Start of GIVEN RECORDS
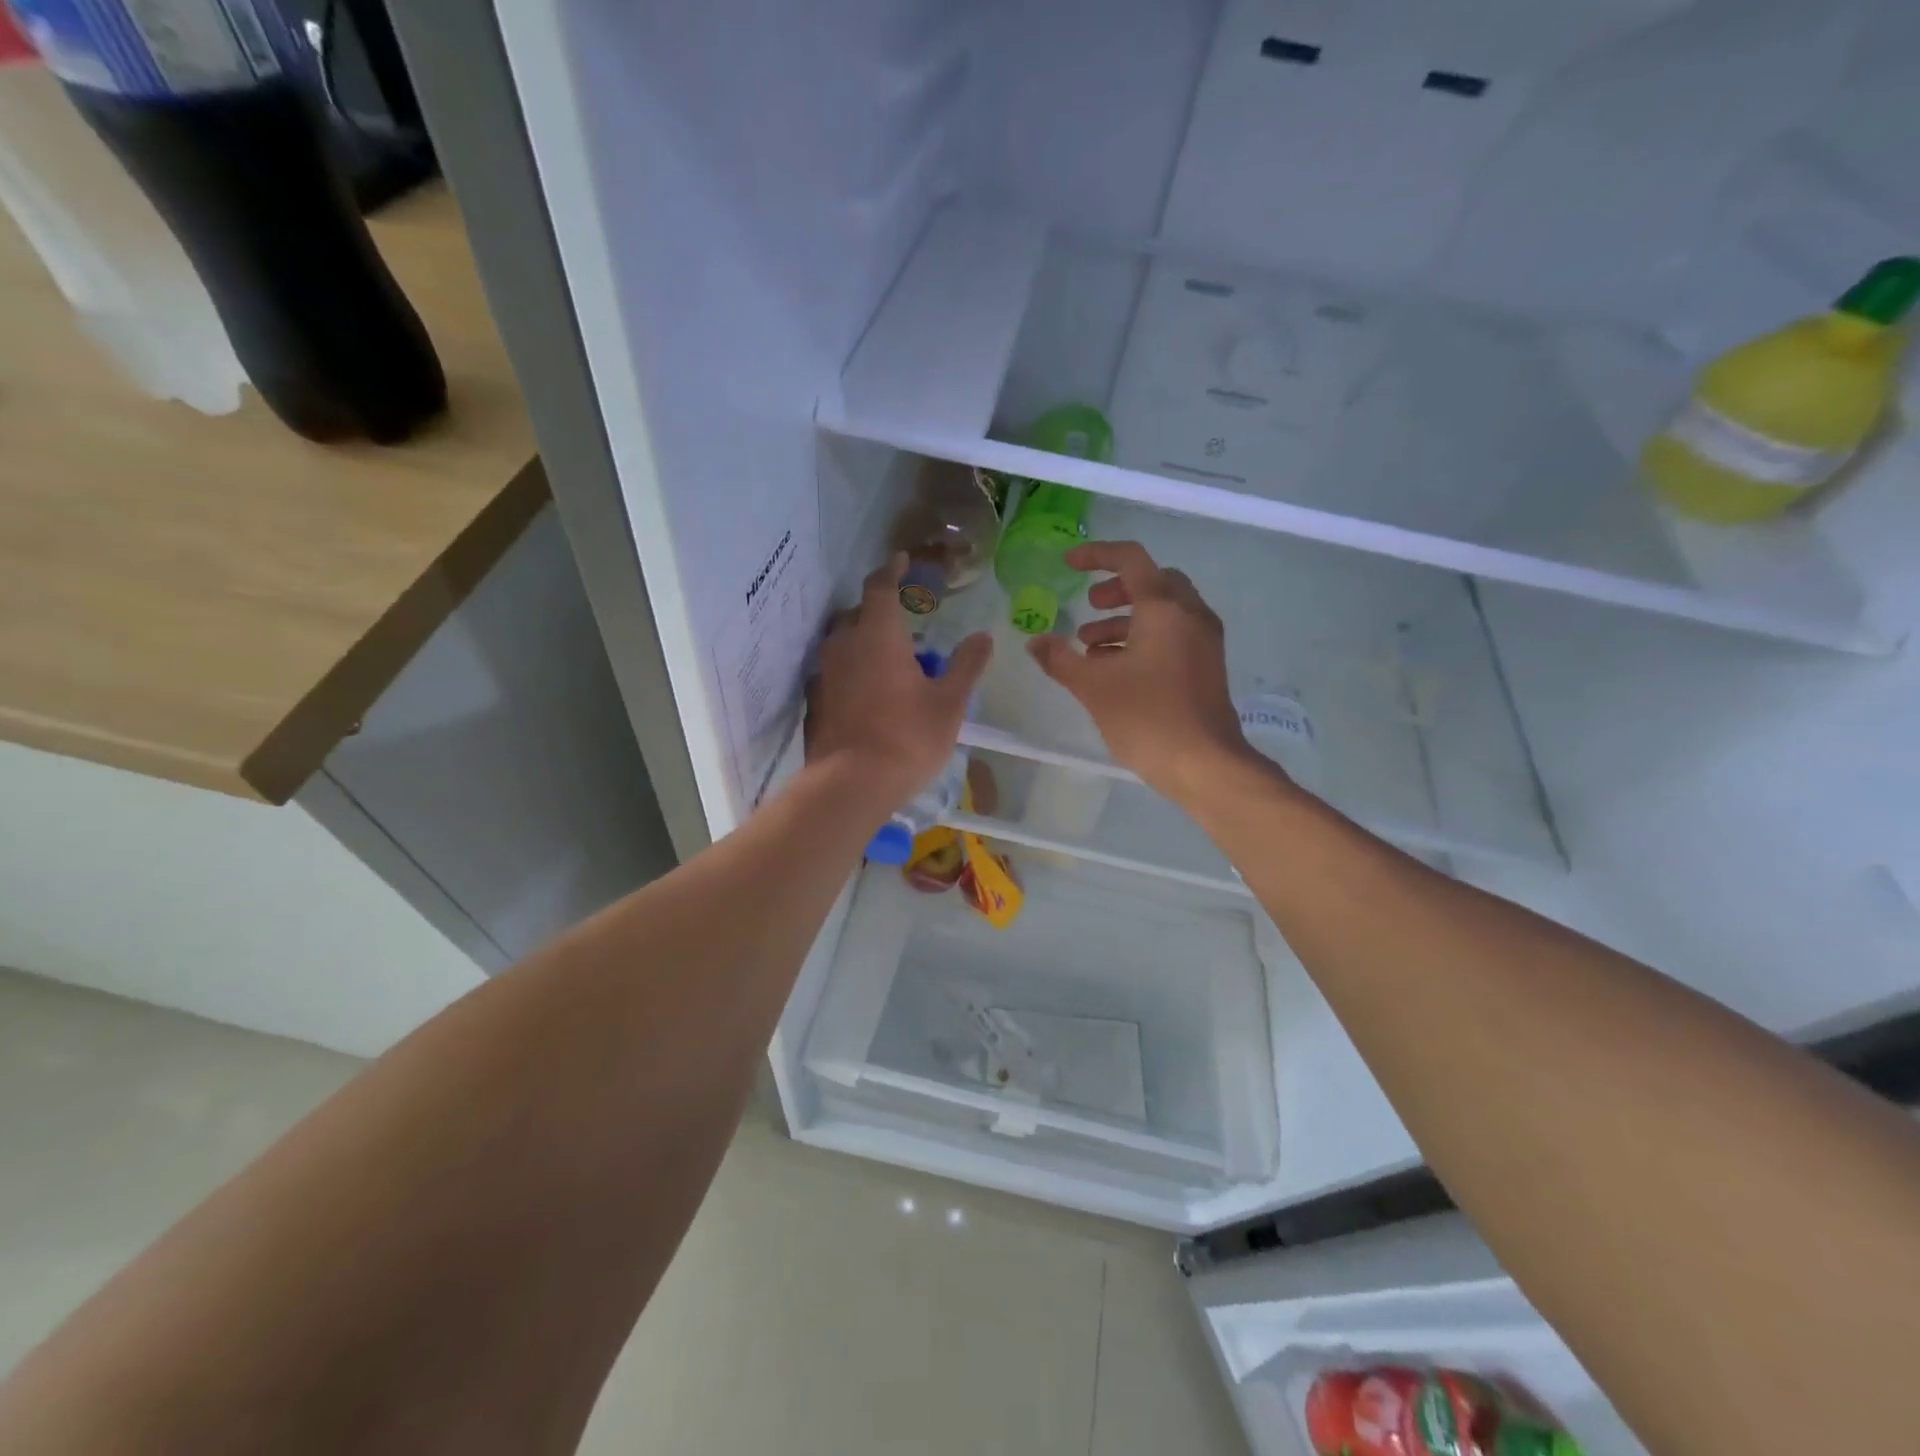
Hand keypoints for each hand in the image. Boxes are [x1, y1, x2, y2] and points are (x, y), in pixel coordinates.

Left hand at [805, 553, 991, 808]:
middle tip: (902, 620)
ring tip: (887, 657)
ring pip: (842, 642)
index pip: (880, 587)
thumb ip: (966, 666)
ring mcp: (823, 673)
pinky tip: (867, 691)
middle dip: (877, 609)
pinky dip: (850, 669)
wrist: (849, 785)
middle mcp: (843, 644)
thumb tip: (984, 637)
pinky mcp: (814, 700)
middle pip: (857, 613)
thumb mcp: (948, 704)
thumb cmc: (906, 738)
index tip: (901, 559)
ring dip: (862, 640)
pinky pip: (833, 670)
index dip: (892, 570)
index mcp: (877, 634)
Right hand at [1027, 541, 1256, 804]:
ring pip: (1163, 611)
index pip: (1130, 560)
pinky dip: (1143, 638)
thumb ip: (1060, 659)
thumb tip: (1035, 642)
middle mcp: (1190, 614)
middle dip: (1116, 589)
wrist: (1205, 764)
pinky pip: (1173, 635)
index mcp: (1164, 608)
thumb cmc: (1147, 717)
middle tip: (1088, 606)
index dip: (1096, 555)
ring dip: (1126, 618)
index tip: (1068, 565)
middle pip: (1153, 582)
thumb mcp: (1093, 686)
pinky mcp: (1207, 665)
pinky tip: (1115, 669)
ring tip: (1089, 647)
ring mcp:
End of GIVEN RECORDS
• **TASK ITEM**
From the line with "middle pip: (1153, 582)" to the final line of the entries above, return every line exactly as written.

• **REPLY**
middle pip: (1153, 582)
thumb mcp: (1093, 686)
pinky mcp: (1207, 665)
pinky tip: (1115, 669)
ring tip: (1089, 647)
ring mcp:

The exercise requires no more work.